One of the beauties of tracking weather systems is that until they develop they’re like Forrest Gump’s proverbial box of chocolates.

You never know what you’re gonna get.

Case in point, late August warm fronts in Minnesota. They often bubble north at night, and fire so called “nocturnal” thunderstorms. These storms like to develop as the nights get longer. The upper atmosphere has more time to cool off after our earlier late August sunsets. Advancing warm air near ground level cuts underneath cooler air above, increasing instability.

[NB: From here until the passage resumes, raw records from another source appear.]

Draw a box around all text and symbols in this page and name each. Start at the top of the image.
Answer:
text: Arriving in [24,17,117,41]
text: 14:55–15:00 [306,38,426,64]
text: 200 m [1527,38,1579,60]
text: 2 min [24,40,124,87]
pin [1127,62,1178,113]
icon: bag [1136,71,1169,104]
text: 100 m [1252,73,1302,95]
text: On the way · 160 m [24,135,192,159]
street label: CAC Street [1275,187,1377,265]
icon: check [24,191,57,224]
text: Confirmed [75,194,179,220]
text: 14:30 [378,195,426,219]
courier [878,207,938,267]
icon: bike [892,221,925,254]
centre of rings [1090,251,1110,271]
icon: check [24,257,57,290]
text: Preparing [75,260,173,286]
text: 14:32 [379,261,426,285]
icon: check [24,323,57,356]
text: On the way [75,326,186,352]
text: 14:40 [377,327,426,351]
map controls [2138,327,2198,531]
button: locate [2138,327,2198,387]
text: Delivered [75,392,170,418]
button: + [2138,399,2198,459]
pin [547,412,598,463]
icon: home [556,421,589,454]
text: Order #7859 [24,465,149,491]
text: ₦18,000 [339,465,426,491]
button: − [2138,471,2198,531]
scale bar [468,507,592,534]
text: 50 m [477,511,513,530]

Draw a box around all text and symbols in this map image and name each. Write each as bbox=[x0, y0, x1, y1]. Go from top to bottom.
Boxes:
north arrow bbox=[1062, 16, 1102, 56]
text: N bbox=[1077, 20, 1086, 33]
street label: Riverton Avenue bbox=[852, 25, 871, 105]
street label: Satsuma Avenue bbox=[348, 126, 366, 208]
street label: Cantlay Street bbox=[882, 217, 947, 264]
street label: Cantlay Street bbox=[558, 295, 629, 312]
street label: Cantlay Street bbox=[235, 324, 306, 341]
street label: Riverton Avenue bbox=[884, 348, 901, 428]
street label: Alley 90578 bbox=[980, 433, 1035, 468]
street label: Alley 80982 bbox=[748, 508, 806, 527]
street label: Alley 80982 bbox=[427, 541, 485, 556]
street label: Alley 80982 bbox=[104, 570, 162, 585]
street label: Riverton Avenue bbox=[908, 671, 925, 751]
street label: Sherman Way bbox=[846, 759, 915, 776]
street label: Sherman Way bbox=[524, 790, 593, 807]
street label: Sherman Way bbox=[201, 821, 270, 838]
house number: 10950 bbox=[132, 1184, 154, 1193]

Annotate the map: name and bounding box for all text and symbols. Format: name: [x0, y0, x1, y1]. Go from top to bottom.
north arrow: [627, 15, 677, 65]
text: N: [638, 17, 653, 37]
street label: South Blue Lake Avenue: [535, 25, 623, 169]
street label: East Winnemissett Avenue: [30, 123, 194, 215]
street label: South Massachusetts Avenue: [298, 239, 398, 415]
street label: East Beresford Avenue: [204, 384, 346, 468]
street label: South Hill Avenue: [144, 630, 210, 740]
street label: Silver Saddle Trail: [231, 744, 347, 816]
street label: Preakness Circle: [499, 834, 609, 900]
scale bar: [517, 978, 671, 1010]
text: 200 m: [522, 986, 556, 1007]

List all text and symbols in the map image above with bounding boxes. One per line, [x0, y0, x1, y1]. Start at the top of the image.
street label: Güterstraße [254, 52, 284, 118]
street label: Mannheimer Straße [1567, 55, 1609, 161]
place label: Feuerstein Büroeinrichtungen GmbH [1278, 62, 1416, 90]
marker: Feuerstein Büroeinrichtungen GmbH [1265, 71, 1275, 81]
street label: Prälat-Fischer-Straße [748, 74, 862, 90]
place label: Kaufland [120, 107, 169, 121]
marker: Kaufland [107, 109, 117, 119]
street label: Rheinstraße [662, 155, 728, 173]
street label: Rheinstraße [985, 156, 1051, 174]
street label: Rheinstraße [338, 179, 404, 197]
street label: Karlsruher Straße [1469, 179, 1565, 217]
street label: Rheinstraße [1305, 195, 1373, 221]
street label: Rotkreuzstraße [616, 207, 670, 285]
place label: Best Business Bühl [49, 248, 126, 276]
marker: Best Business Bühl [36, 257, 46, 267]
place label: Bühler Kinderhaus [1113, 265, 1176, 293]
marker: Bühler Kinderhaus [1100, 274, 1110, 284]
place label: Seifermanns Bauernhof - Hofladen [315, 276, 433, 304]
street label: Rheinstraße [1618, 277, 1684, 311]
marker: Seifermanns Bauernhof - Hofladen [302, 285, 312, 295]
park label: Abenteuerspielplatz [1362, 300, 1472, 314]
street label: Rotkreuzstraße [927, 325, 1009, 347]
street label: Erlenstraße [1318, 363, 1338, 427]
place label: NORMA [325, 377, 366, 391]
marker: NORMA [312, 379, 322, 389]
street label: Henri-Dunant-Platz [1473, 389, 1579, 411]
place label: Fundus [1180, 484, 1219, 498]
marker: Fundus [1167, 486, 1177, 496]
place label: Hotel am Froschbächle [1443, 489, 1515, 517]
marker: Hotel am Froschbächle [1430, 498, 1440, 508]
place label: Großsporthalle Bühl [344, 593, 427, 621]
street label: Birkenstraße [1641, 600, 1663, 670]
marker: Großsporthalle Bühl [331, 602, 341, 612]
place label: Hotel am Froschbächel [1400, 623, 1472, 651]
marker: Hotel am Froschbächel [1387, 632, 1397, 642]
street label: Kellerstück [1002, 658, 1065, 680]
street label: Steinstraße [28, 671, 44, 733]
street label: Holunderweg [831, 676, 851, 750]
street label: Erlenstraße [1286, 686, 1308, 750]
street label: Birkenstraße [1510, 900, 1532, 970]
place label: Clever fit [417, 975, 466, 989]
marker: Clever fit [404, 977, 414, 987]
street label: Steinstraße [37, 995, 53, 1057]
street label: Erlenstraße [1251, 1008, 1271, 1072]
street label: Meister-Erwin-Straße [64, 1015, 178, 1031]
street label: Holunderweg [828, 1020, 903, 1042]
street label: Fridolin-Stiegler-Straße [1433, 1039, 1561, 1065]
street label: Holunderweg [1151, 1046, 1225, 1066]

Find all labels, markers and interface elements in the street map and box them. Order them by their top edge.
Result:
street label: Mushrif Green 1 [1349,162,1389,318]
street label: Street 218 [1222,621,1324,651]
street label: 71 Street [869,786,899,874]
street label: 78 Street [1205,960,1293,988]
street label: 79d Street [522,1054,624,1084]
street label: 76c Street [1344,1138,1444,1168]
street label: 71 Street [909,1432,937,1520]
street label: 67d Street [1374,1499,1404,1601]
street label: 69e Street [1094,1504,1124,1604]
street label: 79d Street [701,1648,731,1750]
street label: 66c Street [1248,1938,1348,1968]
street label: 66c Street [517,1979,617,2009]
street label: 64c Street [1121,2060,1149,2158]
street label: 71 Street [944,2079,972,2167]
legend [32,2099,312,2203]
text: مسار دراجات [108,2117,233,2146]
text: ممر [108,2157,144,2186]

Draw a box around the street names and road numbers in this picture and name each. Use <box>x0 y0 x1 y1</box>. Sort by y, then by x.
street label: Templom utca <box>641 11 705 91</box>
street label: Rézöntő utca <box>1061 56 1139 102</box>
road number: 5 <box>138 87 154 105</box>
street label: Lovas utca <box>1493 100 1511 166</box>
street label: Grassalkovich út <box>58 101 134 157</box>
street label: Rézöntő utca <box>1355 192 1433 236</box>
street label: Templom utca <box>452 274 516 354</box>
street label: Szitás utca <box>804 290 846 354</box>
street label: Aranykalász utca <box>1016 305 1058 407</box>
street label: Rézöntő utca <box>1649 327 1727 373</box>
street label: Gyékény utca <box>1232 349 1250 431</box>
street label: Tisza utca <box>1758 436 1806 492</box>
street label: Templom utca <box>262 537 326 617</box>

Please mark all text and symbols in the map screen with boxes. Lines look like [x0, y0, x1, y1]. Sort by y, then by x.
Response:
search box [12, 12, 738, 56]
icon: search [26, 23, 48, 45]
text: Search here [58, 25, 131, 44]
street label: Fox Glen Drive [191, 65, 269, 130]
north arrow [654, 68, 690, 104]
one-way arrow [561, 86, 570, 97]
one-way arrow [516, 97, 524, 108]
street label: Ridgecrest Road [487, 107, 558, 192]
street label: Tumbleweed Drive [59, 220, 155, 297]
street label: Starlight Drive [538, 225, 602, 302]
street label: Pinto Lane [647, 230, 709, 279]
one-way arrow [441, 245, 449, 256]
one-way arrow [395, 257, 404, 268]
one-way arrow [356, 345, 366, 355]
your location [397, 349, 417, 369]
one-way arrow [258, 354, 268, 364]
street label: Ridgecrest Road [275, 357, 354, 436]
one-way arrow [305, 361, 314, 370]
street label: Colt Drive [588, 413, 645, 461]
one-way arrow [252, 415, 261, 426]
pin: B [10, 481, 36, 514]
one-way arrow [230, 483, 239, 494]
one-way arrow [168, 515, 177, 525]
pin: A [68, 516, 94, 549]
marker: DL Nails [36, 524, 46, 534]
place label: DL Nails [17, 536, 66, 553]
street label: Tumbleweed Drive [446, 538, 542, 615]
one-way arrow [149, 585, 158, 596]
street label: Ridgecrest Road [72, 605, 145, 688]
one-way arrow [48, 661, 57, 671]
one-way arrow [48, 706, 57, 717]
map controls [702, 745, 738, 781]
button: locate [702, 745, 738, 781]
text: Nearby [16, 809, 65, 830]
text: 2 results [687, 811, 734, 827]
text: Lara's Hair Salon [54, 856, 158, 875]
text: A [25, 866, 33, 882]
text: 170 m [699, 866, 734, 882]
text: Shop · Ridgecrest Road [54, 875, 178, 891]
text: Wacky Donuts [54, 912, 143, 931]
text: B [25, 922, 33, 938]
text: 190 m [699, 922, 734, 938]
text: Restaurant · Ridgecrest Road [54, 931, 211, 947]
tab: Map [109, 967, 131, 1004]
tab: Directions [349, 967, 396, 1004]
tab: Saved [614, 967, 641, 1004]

The result? Nature’s alarm clock can go off as we hit sunrise in late August. Our early AM T-storm batch arrived on schedule with varied rainfall totals. The north metro saw totals near 1″, with far less as storms faded central and south. Here are some early preliminary totals.

  • MSP Airprt .03″
  • Lakeville .04″
  • St. Paul .06″
  • Eden Prairie .11″
  • Crystal .87″
  • Blaine .92″
  • Mankato 1.34″

Now the steamy tropical air mass takes over this afternoon. The Twin Cities NWS has posted a heat advisory from noon until 8pm tonight.

Minnesota State Fair

State Fair opening day: Rain gear required?

Weather as the featured opening act at the 2014 Minnesota State Fair? Right on cue. We should have seen this one coming in the crazy weather year of 2014.

Think about it for a moment. Weather, and our Minnesota climate is at the essence of the Fair. We are a thriving agricultural state because of a (usually) favorable climate. Our forests historically thrive, and we benefit from those vast resources. Throw in 10,000 lakes and excellent four-season recreational opportunities and tourism and you have a winner. Minnesota’s weather and climate have allowed us to take home the big prizes from the Weather Midway.

Prosperity. Quality of life.

Here’s a close up look at the opening days of the 2014 fair, with a steamy tropical air mass in place and occasional thunderstorm chances. Friday may be shaping up as the best time for an early dry State Fair excursion.

Weatherpsark

Climate Cast: Live at the Fair 9 a.m. Thursday

One of the great things about working for a major market media organization is the time we spend at the Minnesota State Fair.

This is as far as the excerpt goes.